Saturday, March 17, 2012

Milking Cows Unmasked

Did you see that 101 Dalmations movie that came out about twenty years ago, and do you remember that part where the puppies find refuge in an old barn with the cows? Or how about the story books with the golden light hitting that hay and a cute little milking maid toting her bucket and kneeling besides the happy cow?

It's. Not. Real.

Like everything else Disney and children's books produce, it's almost a complete fallacy.

The reality of milking is first that someone has to go round up the cows on a quad or motorbike and herthem to the shed. Then, you don your apron and slide between nose-dripping, pooping, peeing, terrified, slightly -wild, several hundred pound pregnant females.

"The girls" file into the two rows on either side of a middle, slightly lower, cement row that has the milking machines. They get to eat a couple kilos of cow feed while you go down the rows and hook up the hose with four cups attached to it (just google it if you can't wait for me to have fast internet to post pictures). It sounds easy right?

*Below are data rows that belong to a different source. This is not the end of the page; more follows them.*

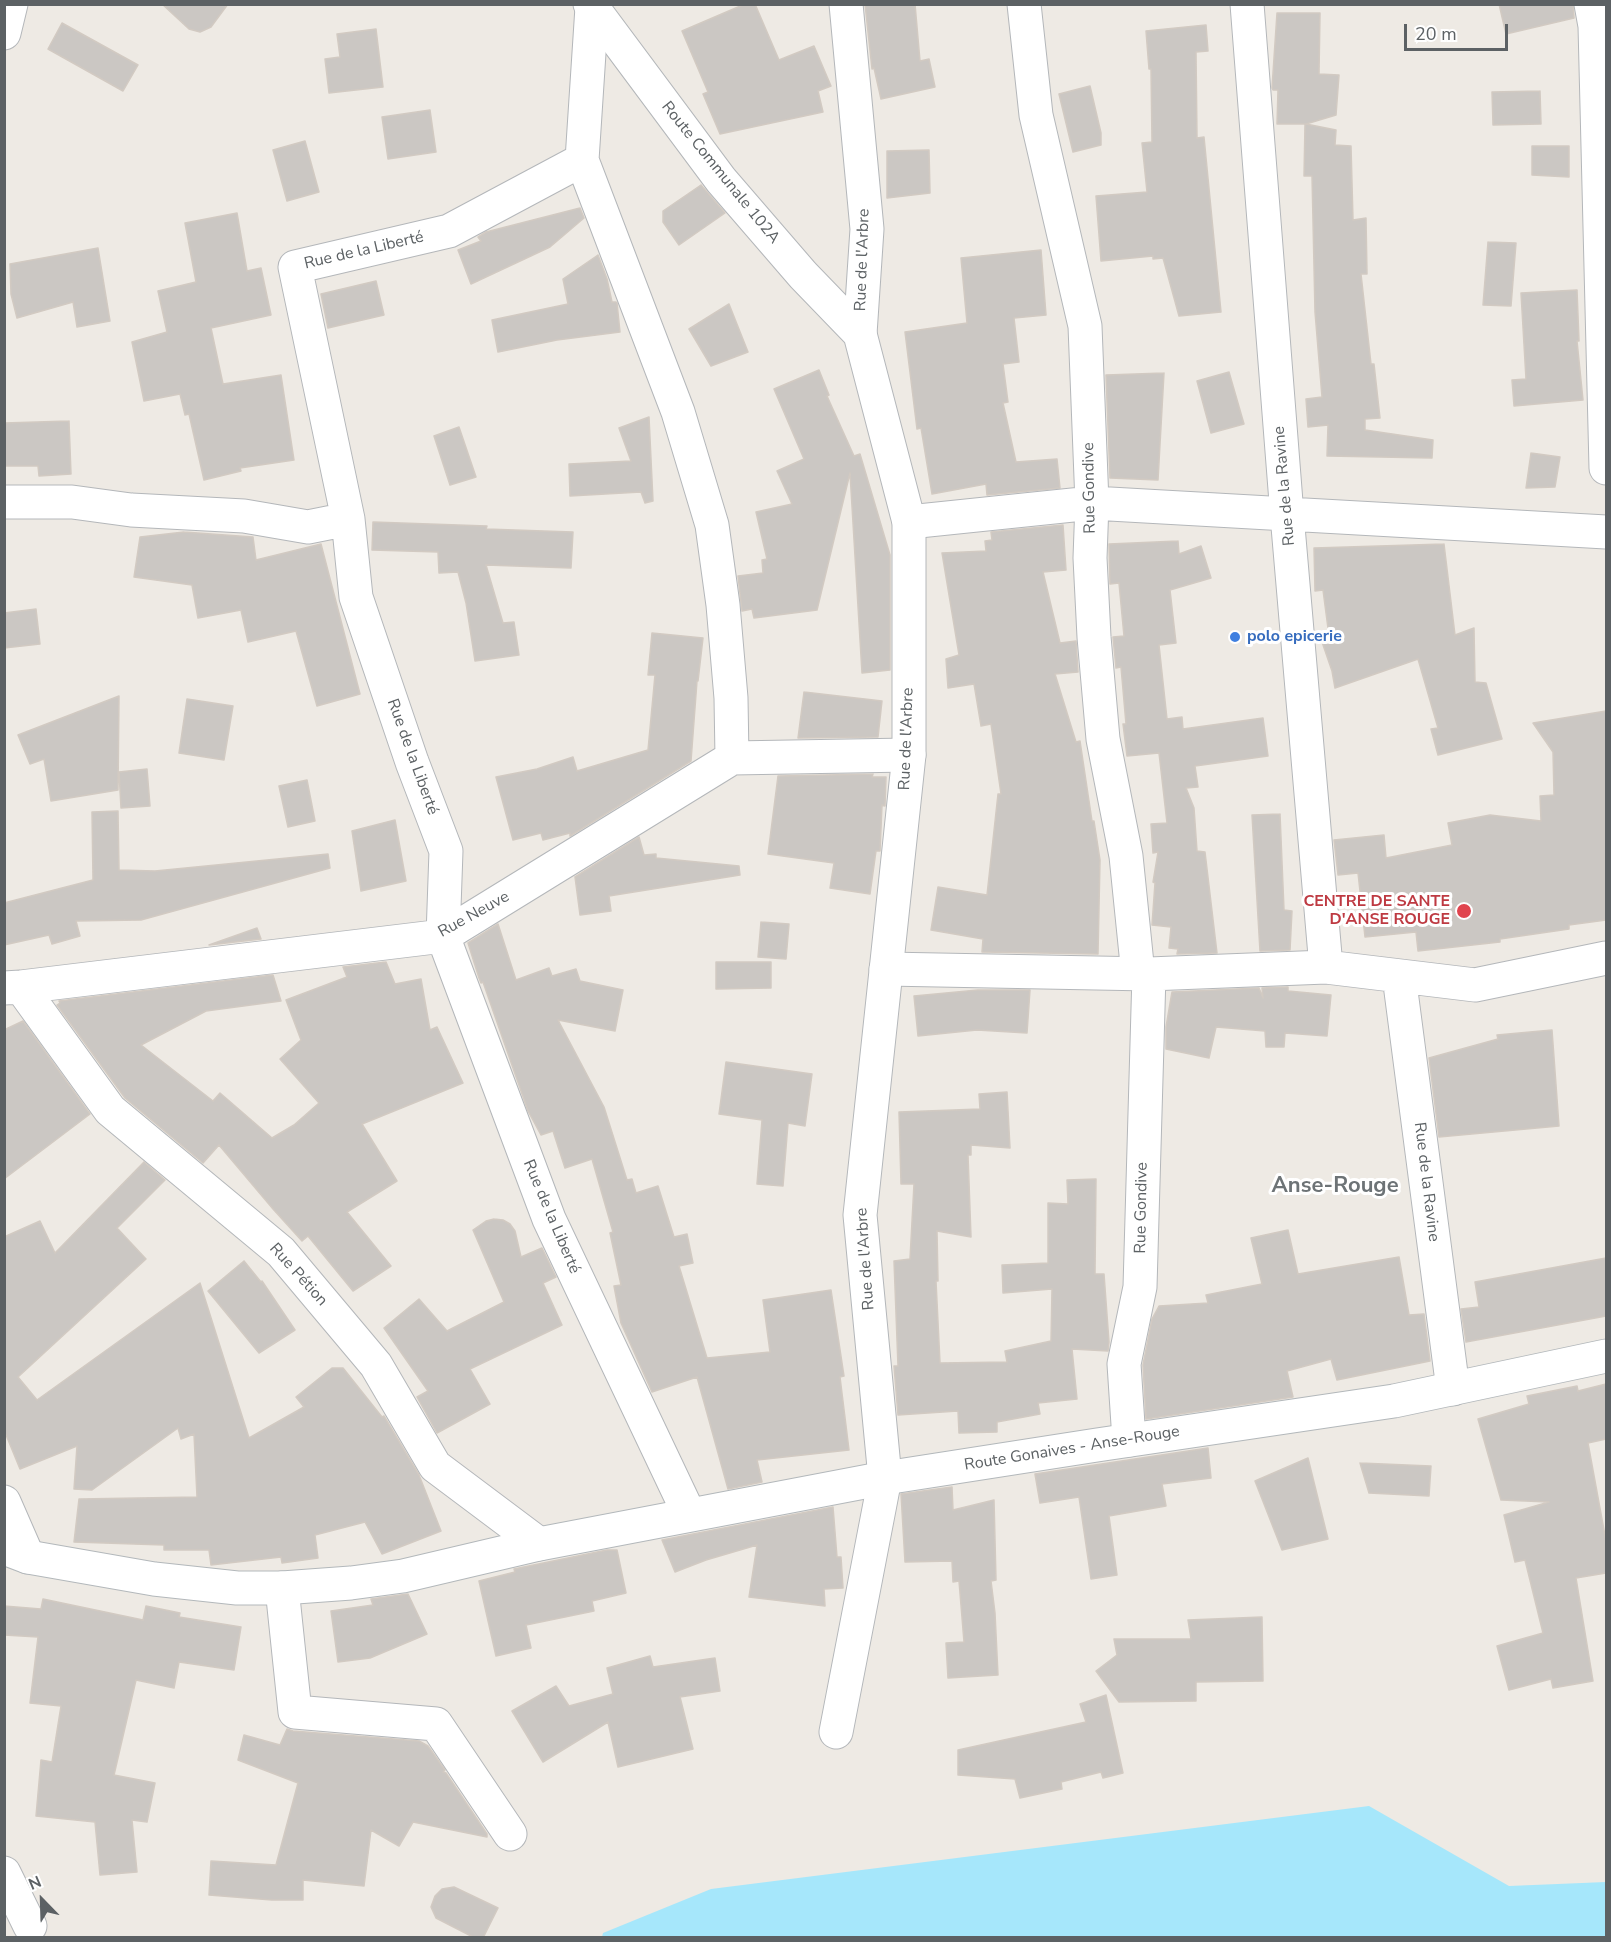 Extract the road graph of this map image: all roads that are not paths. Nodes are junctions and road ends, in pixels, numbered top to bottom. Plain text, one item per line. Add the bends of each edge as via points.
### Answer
1 (11, 4) edge
2 (846, 4) edge
3 (1024, 4) edge
4 (1247, 4) edge
5 (591, 6) edge
6 (1598, 18) edge
7 (4, 33) edge
8 (582, 160) junction
9 (860, 334) junction
10 (1606, 468) edge
11 (4, 502) edge
12 (1092, 503) junction
13 (1287, 515) junction
14 (348, 519) junction
15 (909, 522) junction
16 (1606, 532) edge
17 (909, 755) junction
18 (732, 758) junction
19 (443, 936) junction
20 (1606, 958) edge
21 (1326, 967) junction
22 (886, 969) junction
23 (1144, 974) junction
24 (1399, 976) junction
25 (13, 988) edge
26 (1606, 1356) edge
27 (1453, 1389) junction
28 (1129, 1440) junction
29 (885, 1478) junction
30 (4, 1502) edge
31 (689, 1514) junction
32 (539, 1544) junction
33 (16, 1553) edge
34 (282, 1588) junction
35 (836, 1732) dead end
36 (510, 1834) dead end
37 (4, 1873) edge
38 (30, 1926) dead end

1 - 7 street
2 - 9 street, Rue de l'Arbre via 867,229
3 - 12 street, Rue Gondive via 1036,115 1085,326
4 - 13 street, Rue de la Ravine
5 - 8 street
5 - 9 street, Route Communale 102A via 722,180 803,275
6 - 10 street
8 - 14 street, Rue de la Liberté via 449,231 295,267
8 - 18 street via 678,412 712,525 725,628
9 - 15 street, Rue de l'Arbre
11 - 14 street via 72,502 131,510 244,516 308,527
12 - 13 street
12 - 15 street
12 - 23 street, Rue Gondive via 1090,558 1103,739
13 - 16 street
13 - 21 street, Rue de la Ravine
14 - 19 street, Rue de la Liberté via 356,597 447,852
15 - 17 street, Rue de l'Arbre
17 - 18 street
17 - 22 street, Rue de l'Arbre
18 - 19 street, Rue Neuve
19 - 25 street, Rue Neuve
19 - 31 street, Rue de la Liberté via 549,1219
20 - 24 street via 1475,985
21 - 23 street
21 - 24 street
22 - 23 street
22 - 29 street, Rue de l'Arbre via 860,1215
23 - 28 street, Rue Gondive via 1140,1287 1124,1364
24 - 27 street, Rue de la Ravine
25 - 32 street, Rue Pétion via 110,1110 281,1251 376,1365 435,1466
26 - 27 street, Route Gonaives - Anse-Rouge
27 - 28 street, Route Gonaives - Anse-Rouge
28 - 29 street, Route Gonaives - Anse-Rouge
29 - 31 street, Route Gonaives - Anse-Rouge
29 - 35 street, Rue de l'Arbre
30 - 33 street
31 - 32 street, Route Gonaives - Anse-Rouge
32 - 34 street, Route Gonaives - Anse-Rouge via 403,1576
33 - 34 street, Route Gonaives - Anse-Rouge via 154,1579 237,1588
34 - 36 street via 296,1712 436,1725
37 - 38 street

Well you're grossly mistaken, my friend! Who would like to have someone jam you alongside fifty other animals and then poke around your particulars and hook you up to a machine that sucks the juice out of you? It's sort of understandable that they give no regard whatsoever for whether you're standing in the line of fire when they need to go. I consider it a major win that I am learning to dodge the poop/pee spray and to listen for it coming. Also that I don't get nearly as dirty as I did the first couple of days!

You can use the high-pressure hose to clean everything once in a while but they just roll on through for two hours straight, first one row, then the other.

Glenn or Tracey clean the cups and whole system and hose out the area to get ready for the next morning's milking at 5:50AM. When we start in the afternoons, it's about 3PM and we finished around 5PM.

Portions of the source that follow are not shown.